▶ Exercise
Below are records to be repeated exactly. Leave their pictures behind.

▶ Material for this task
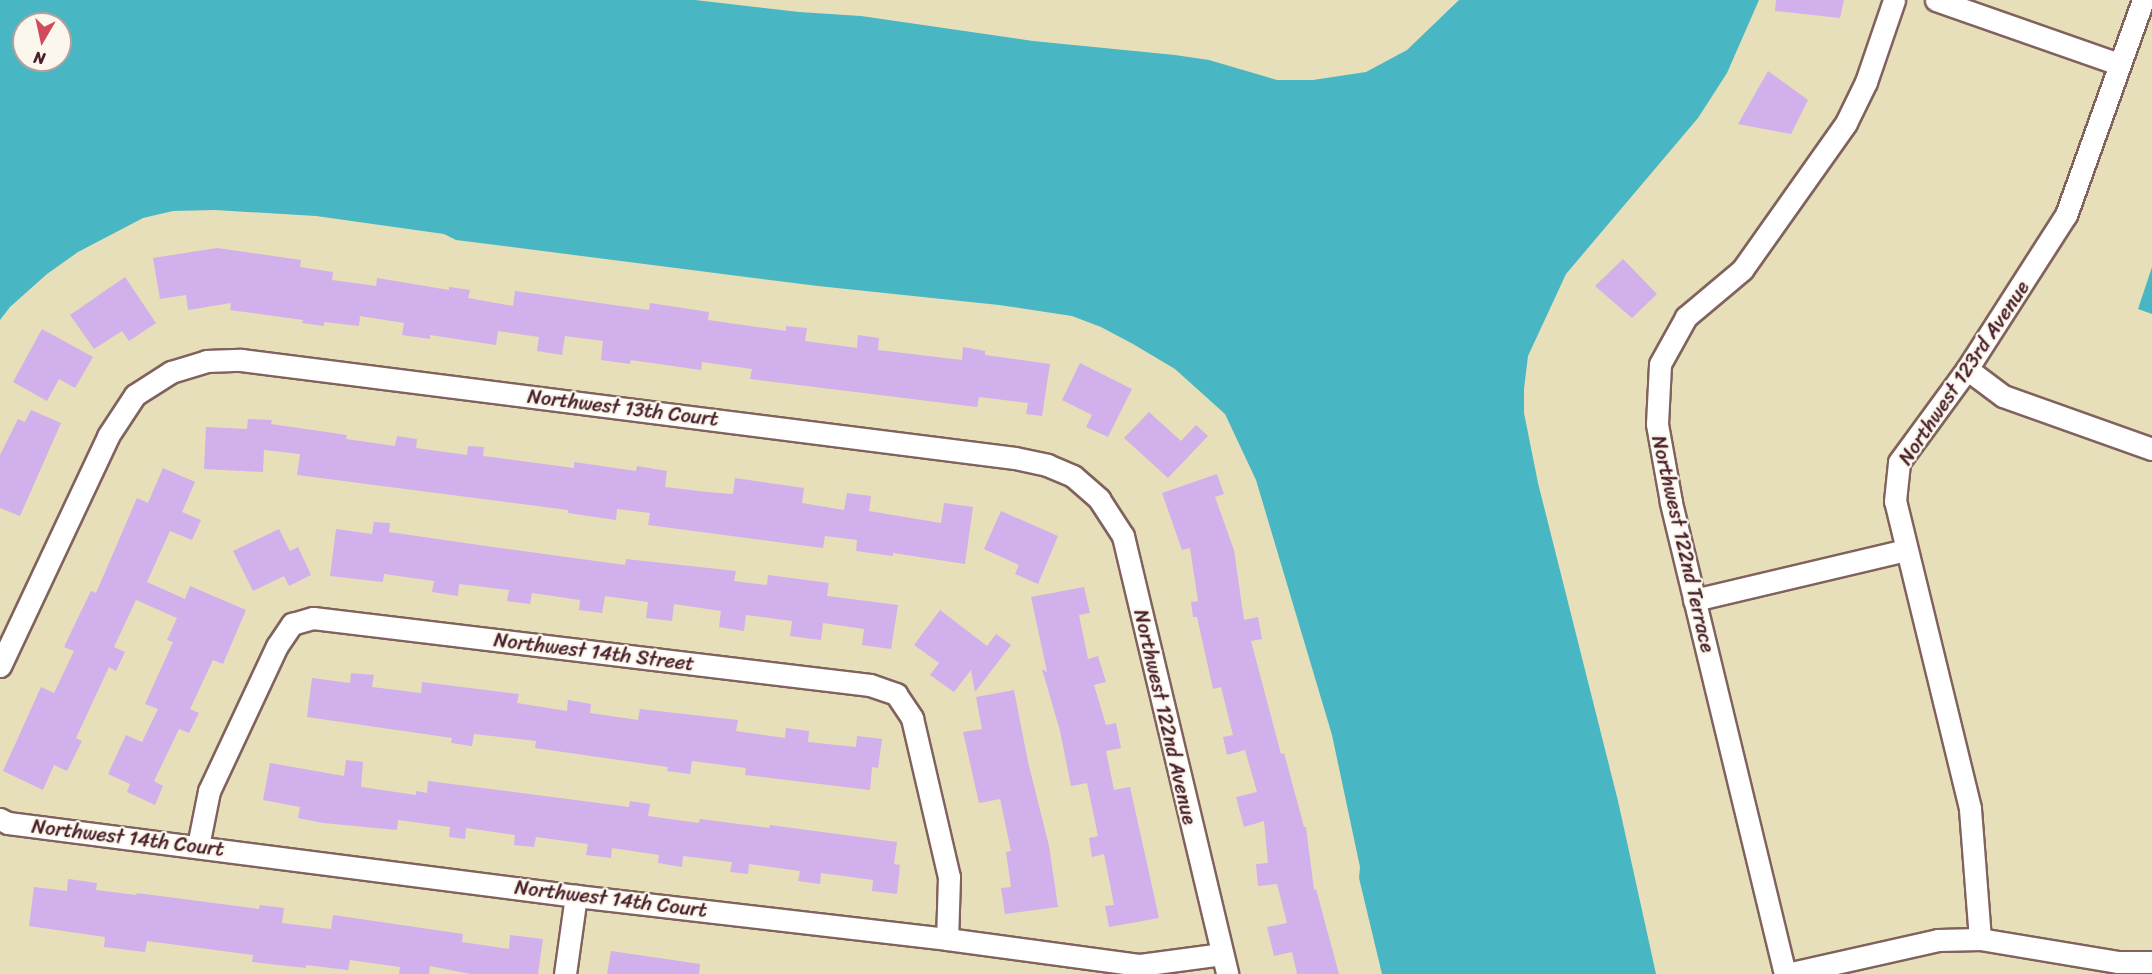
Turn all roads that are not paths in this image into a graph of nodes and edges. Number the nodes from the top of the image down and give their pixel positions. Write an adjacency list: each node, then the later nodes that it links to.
1 (1894, 0): 9 (street, Northwest 122nd Terrace)
2 (1936, 0): 4 (street)
3 (2143, 0): 4 (street, Northwest 123rd Avenue)
4 (2119, 64): 5 (street, Northwest 123rd Avenue)
5 (1967, 369): 6 (street); 8 (street, Northwest 123rd Avenue)
6 (2152, 449)
7 (1073, 477): 10 (street, Northwest 13th Court); 17 (street, Northwest 122nd Avenue)
8 (1906, 550): 9 (street); 15 (street, Northwest 123rd Avenue)
9 (1694, 600): 20 (street, Northwest 122nd Terrace)
10 (0, 666)
11 (0, 819): 12 (street, Northwest 14th Court)
12 (198, 846): 13 (street, Northwest 14th Court); 14 (street, Northwest 14th Street)
13 (576, 896): 14 (street, Northwest 14th Court); 19 (street)
14 (947, 939): 17 (street, Northwest 14th Court)
15 (1980, 939): 18 (street); 20 (street)
16 (2152, 962): 18 (street)
17 (1224, 964)
18 (2116, 968)
19 (565, 974)
20 (1786, 974)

▶ Answer section
Turn all roads that are not paths in this image into a graph of nodes and edges. Number the nodes from the top of the image down and give their pixel positions. Write an adjacency list: each node, then the later nodes that it links to.
1 (1894, 0): 9 (street, Northwest 122nd Terrace)
2 (1936, 0): 4 (street)
3 (2143, 0): 4 (street, Northwest 123rd Avenue)
4 (2119, 64): 5 (street, Northwest 123rd Avenue)
5 (1967, 369): 6 (street); 8 (street, Northwest 123rd Avenue)
6 (2152, 449)
7 (1073, 477): 10 (street, Northwest 13th Court); 17 (street, Northwest 122nd Avenue)
8 (1906, 550): 9 (street); 15 (street, Northwest 123rd Avenue)
9 (1694, 600): 20 (street, Northwest 122nd Terrace)
10 (0, 666)
11 (0, 819): 12 (street, Northwest 14th Court)
12 (198, 846): 13 (street, Northwest 14th Court); 14 (street, Northwest 14th Street)
13 (576, 896): 14 (street, Northwest 14th Court); 19 (street)
14 (947, 939): 17 (street, Northwest 14th Court)
15 (1980, 939): 18 (street); 20 (street)
16 (2152, 962): 18 (street)
17 (1224, 964)
18 (2116, 968)
19 (565, 974)
20 (1786, 974)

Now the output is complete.